* **Task input**
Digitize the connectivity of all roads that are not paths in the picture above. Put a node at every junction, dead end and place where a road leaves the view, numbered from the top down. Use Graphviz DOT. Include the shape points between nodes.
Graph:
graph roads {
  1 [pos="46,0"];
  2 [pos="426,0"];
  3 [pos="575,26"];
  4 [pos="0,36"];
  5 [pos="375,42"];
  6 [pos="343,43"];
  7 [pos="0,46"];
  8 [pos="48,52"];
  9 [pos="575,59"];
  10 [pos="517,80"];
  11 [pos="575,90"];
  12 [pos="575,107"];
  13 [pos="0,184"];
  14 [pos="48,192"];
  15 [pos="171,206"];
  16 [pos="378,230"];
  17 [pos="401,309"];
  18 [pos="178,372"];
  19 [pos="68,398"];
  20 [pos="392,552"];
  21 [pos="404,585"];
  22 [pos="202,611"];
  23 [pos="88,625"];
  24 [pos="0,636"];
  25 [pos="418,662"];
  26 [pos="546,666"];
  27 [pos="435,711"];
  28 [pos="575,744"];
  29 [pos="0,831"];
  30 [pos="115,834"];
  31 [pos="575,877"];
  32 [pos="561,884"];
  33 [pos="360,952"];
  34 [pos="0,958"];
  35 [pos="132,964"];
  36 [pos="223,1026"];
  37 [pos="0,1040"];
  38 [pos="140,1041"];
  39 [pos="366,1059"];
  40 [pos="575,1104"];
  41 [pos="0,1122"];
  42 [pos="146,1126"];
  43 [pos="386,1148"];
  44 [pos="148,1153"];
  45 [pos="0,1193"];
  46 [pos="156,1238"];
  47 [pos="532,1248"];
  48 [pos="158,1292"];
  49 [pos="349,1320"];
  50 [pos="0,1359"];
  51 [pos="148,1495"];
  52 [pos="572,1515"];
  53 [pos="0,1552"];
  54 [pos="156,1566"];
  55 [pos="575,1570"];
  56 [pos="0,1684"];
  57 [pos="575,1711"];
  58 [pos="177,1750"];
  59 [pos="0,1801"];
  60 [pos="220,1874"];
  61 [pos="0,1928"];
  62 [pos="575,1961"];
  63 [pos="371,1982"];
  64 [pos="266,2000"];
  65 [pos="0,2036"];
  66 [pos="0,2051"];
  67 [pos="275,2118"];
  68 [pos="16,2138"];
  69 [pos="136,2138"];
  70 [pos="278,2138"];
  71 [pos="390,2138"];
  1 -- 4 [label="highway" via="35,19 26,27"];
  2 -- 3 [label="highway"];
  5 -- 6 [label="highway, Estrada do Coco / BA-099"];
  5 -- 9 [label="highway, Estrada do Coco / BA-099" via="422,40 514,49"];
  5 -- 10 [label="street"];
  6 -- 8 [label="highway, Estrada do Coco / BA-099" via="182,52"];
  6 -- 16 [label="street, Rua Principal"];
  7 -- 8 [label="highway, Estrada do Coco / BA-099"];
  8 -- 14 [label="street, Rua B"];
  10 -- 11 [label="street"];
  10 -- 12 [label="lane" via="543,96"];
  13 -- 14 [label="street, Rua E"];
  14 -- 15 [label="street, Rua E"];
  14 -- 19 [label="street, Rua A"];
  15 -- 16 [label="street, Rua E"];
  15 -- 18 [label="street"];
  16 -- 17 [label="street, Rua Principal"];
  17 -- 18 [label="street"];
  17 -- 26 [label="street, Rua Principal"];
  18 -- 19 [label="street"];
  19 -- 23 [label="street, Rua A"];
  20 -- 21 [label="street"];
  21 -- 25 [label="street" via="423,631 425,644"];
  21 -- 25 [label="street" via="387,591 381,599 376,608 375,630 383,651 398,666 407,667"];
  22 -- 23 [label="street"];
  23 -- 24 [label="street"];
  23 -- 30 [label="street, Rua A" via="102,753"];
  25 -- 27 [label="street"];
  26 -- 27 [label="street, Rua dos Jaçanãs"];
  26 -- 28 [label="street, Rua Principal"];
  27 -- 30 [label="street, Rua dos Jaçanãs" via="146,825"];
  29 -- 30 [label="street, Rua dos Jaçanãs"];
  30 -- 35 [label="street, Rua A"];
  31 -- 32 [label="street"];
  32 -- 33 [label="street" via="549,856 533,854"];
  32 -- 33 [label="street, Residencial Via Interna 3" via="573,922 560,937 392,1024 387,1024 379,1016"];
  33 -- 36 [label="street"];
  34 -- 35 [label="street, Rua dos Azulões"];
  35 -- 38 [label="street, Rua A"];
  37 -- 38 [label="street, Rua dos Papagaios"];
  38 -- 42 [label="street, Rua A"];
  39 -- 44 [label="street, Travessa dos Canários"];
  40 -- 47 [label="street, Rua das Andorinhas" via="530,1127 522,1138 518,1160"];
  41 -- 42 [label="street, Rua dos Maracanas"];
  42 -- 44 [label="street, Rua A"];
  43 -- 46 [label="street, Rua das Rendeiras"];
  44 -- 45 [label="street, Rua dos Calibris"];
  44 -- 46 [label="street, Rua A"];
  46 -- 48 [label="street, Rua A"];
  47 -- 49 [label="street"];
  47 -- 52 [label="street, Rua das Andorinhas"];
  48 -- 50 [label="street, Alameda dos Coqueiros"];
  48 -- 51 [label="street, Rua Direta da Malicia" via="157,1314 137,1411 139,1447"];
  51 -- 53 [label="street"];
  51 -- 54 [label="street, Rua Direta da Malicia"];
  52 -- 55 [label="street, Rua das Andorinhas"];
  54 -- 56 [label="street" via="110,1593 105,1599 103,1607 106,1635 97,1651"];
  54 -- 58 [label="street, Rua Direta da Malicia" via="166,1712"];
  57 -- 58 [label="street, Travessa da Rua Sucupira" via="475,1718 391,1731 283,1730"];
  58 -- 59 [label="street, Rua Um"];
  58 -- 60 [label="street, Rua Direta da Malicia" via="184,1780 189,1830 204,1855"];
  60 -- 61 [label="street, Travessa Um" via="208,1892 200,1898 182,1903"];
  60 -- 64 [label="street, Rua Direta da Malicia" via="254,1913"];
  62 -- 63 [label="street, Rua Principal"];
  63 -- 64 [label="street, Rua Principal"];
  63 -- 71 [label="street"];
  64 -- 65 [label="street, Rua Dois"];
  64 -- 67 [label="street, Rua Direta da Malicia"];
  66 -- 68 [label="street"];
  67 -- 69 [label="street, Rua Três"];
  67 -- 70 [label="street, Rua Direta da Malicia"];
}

* **Problem to work on**
Nothing in the entries above may be left out; retype them all exactly.

* **Final answer**
Digitize the connectivity of all roads that are not paths in the picture above. Put a node at every junction, dead end and place where a road leaves the view, numbered from the top down. Use Graphviz DOT. Include the shape points between nodes.
Graph:
graph roads {
  1 [pos="46,0"];
  2 [pos="426,0"];
  3 [pos="575,26"];
  4 [pos="0,36"];
  5 [pos="375,42"];
  6 [pos="343,43"];
  7 [pos="0,46"];
  8 [pos="48,52"];
  9 [pos="575,59"];
  10 [pos="517,80"];
  11 [pos="575,90"];
  12 [pos="575,107"];
  13 [pos="0,184"];
  14 [pos="48,192"];
  15 [pos="171,206"];
  16 [pos="378,230"];
  17 [pos="401,309"];
  18 [pos="178,372"];
  19 [pos="68,398"];
  20 [pos="392,552"];
  21 [pos="404,585"];
  22 [pos="202,611"];
  23 [pos="88,625"];
  24 [pos="0,636"];
  25 [pos="418,662"];
  26 [pos="546,666"];
  27 [pos="435,711"];
  28 [pos="575,744"];
  29 [pos="0,831"];
  30 [pos="115,834"];
  31 [pos="575,877"];
  32 [pos="561,884"];
  33 [pos="360,952"];
  34 [pos="0,958"];
  35 [pos="132,964"];
  36 [pos="223,1026"];
  37 [pos="0,1040"];
  38 [pos="140,1041"];
  39 [pos="366,1059"];
  40 [pos="575,1104"];
  41 [pos="0,1122"];
  42 [pos="146,1126"];
  43 [pos="386,1148"];
  44 [pos="148,1153"];
  45 [pos="0,1193"];
  46 [pos="156,1238"];
  47 [pos="532,1248"];
  48 [pos="158,1292"];
  49 [pos="349,1320"];
  50 [pos="0,1359"];
  51 [pos="148,1495"];
  52 [pos="572,1515"];
  53 [pos="0,1552"];
  54 [pos="156,1566"];
  55 [pos="575,1570"];
  56 [pos="0,1684"];
  57 [pos="575,1711"];
  58 [pos="177,1750"];
  59 [pos="0,1801"];
  60 [pos="220,1874"];
  61 [pos="0,1928"];
  62 [pos="575,1961"];
  63 [pos="371,1982"];
  64 [pos="266,2000"];
  65 [pos="0,2036"];
  66 [pos="0,2051"];
  67 [pos="275,2118"];
  68 [pos="16,2138"];
  69 [pos="136,2138"];
  70 [pos="278,2138"];
  71 [pos="390,2138"];
  1 -- 4 [label="highway" via="35,19 26,27"];
  2 -- 3 [label="highway"];
  5 -- 6 [label="highway, Estrada do Coco / BA-099"];
  5 -- 9 [label="highway, Estrada do Coco / BA-099" via="422,40 514,49"];
  5 -- 10 [label="street"];
  6 -- 8 [label="highway, Estrada do Coco / BA-099" via="182,52"];
  6 -- 16 [label="street, Rua Principal"];
  7 -- 8 [label="highway, Estrada do Coco / BA-099"];
  8 -- 14 [label="street, Rua B"];
  10 -- 11 [label="street"];
  10 -- 12 [label="lane" via="543,96"];
  13 -- 14 [label="street, Rua E"];
  14 -- 15 [label="street, Rua E"];
  14 -- 19 [label="street, Rua A"];
  15 -- 16 [label="street, Rua E"];
  15 -- 18 [label="street"];
  16 -- 17 [label="street, Rua Principal"];
  17 -- 18 [label="street"];
  17 -- 26 [label="street, Rua Principal"];
  18 -- 19 [label="street"];
  19 -- 23 [label="street, Rua A"];
  20 -- 21 [label="street"];
  21 -- 25 [label="street" via="423,631 425,644"];
  21 -- 25 [label="street" via="387,591 381,599 376,608 375,630 383,651 398,666 407,667"];
  22 -- 23 [label="street"];
  23 -- 24 [label="street"];
  23 -- 30 [label="street, Rua A" via="102,753"];
  25 -- 27 [label="street"];
  26 -- 27 [label="street, Rua dos Jaçanãs"];
  26 -- 28 [label="street, Rua Principal"];
  27 -- 30 [label="street, Rua dos Jaçanãs" via="146,825"];
  29 -- 30 [label="street, Rua dos Jaçanãs"];
  30 -- 35 [label="street, Rua A"];
  31 -- 32 [label="street"];
  32 -- 33 [label="street" via="549,856 533,854"];
  32 -- 33 [label="street, Residencial Via Interna 3" via="573,922 560,937 392,1024 387,1024 379,1016"];
  33 -- 36 [label="street"];
  34 -- 35 [label="street, Rua dos Azulões"];
  35 -- 38 [label="street, Rua A"];
  37 -- 38 [label="street, Rua dos Papagaios"];
  38 -- 42 [label="street, Rua A"];
  39 -- 44 [label="street, Travessa dos Canários"];
  40 -- 47 [label="street, Rua das Andorinhas" via="530,1127 522,1138 518,1160"];
  41 -- 42 [label="street, Rua dos Maracanas"];
  42 -- 44 [label="street, Rua A"];
  43 -- 46 [label="street, Rua das Rendeiras"];
  44 -- 45 [label="street, Rua dos Calibris"];
  44 -- 46 [label="street, Rua A"];
  46 -- 48 [label="street, Rua A"];
  47 -- 49 [label="street"];
  47 -- 52 [label="street, Rua das Andorinhas"];
  48 -- 50 [label="street, Alameda dos Coqueiros"];
  48 -- 51 [label="street, Rua Direta da Malicia" via="157,1314 137,1411 139,1447"];
  51 -- 53 [label="street"];
  51 -- 54 [label="street, Rua Direta da Malicia"];
  52 -- 55 [label="street, Rua das Andorinhas"];
  54 -- 56 [label="street" via="110,1593 105,1599 103,1607 106,1635 97,1651"];
  54 -- 58 [label="street, Rua Direta da Malicia" via="166,1712"];
  57 -- 58 [label="street, Travessa da Rua Sucupira" via="475,1718 391,1731 283,1730"];
  58 -- 59 [label="street, Rua Um"];
  58 -- 60 [label="street, Rua Direta da Malicia" via="184,1780 189,1830 204,1855"];
  60 -- 61 [label="street, Travessa Um" via="208,1892 200,1898 182,1903"];
  60 -- 64 [label="street, Rua Direta da Malicia" via="254,1913"];
  62 -- 63 [label="street, Rua Principal"];
  63 -- 64 [label="street, Rua Principal"];
  63 -- 71 [label="street"];
  64 -- 65 [label="street, Rua Dois"];
  64 -- 67 [label="street, Rua Direta da Malicia"];
  66 -- 68 [label="street"];
  67 -- 69 [label="street, Rua Três"];
  67 -- 70 [label="street, Rua Direta da Malicia"];
}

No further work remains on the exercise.